[[ Supplied records, beginning ]]

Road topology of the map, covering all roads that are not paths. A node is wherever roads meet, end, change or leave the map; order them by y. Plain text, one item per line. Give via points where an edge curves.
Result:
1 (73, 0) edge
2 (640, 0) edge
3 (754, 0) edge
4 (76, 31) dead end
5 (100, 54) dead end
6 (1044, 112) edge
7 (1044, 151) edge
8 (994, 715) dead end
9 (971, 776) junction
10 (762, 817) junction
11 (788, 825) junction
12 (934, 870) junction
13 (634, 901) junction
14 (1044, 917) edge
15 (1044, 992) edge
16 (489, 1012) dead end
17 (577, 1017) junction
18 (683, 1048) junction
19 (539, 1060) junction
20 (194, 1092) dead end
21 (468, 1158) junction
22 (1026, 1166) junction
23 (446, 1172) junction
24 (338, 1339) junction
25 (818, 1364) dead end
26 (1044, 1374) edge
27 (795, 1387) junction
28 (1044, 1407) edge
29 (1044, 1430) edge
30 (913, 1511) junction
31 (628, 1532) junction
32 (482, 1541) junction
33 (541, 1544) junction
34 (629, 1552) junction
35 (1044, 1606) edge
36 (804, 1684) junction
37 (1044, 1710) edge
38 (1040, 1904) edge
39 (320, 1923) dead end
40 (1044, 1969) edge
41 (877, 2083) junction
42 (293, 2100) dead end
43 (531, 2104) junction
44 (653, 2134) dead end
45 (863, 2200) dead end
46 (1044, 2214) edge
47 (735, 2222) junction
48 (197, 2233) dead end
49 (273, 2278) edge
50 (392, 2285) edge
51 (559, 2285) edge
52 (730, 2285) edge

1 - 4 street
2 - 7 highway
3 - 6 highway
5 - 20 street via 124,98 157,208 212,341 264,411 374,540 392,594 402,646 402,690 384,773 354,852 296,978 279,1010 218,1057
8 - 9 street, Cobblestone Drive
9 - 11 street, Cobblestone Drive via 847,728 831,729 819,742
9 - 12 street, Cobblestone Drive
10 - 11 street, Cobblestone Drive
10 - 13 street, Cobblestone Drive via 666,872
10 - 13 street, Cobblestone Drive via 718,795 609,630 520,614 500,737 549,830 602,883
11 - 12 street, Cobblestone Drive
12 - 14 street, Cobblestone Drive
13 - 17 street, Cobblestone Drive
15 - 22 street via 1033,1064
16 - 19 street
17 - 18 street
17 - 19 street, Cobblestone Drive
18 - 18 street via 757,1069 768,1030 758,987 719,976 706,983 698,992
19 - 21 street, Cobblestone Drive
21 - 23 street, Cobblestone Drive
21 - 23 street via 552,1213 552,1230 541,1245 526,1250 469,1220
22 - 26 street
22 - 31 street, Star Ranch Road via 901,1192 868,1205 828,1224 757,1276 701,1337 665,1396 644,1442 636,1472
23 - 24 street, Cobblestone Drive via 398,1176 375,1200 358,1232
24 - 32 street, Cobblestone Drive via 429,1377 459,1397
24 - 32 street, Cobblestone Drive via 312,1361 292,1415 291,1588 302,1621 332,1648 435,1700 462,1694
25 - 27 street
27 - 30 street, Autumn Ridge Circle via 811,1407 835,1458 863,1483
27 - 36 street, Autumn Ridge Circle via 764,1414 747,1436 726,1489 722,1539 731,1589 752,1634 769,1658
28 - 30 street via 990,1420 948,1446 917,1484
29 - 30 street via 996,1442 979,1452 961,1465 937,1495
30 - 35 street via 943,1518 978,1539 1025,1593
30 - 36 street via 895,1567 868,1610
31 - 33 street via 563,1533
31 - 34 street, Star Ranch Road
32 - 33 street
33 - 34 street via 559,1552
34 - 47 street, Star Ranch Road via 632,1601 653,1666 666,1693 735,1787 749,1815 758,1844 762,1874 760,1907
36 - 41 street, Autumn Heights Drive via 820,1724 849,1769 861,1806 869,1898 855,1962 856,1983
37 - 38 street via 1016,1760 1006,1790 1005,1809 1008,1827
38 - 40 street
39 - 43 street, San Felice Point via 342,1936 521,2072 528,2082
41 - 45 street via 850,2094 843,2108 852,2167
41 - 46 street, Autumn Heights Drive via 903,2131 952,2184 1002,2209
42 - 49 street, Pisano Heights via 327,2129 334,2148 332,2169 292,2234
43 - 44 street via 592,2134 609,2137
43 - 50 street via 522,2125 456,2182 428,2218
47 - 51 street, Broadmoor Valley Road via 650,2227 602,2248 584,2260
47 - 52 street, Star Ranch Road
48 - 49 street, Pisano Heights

[[ Supplied records, end ]]

◆ **Your goal**: The answer should consist of every line above in which "dead" appears.

◆ **Answer box**:
4 (76, 31) dead end
5 (100, 54) dead end
8 (994, 715) dead end
16 (489, 1012) dead end
20 (194, 1092) dead end
25 (818, 1364) dead end
39 (320, 1923) dead end
42 (293, 2100) dead end
44 (653, 2134) dead end
45 (863, 2200) dead end
48 (197, 2233) dead end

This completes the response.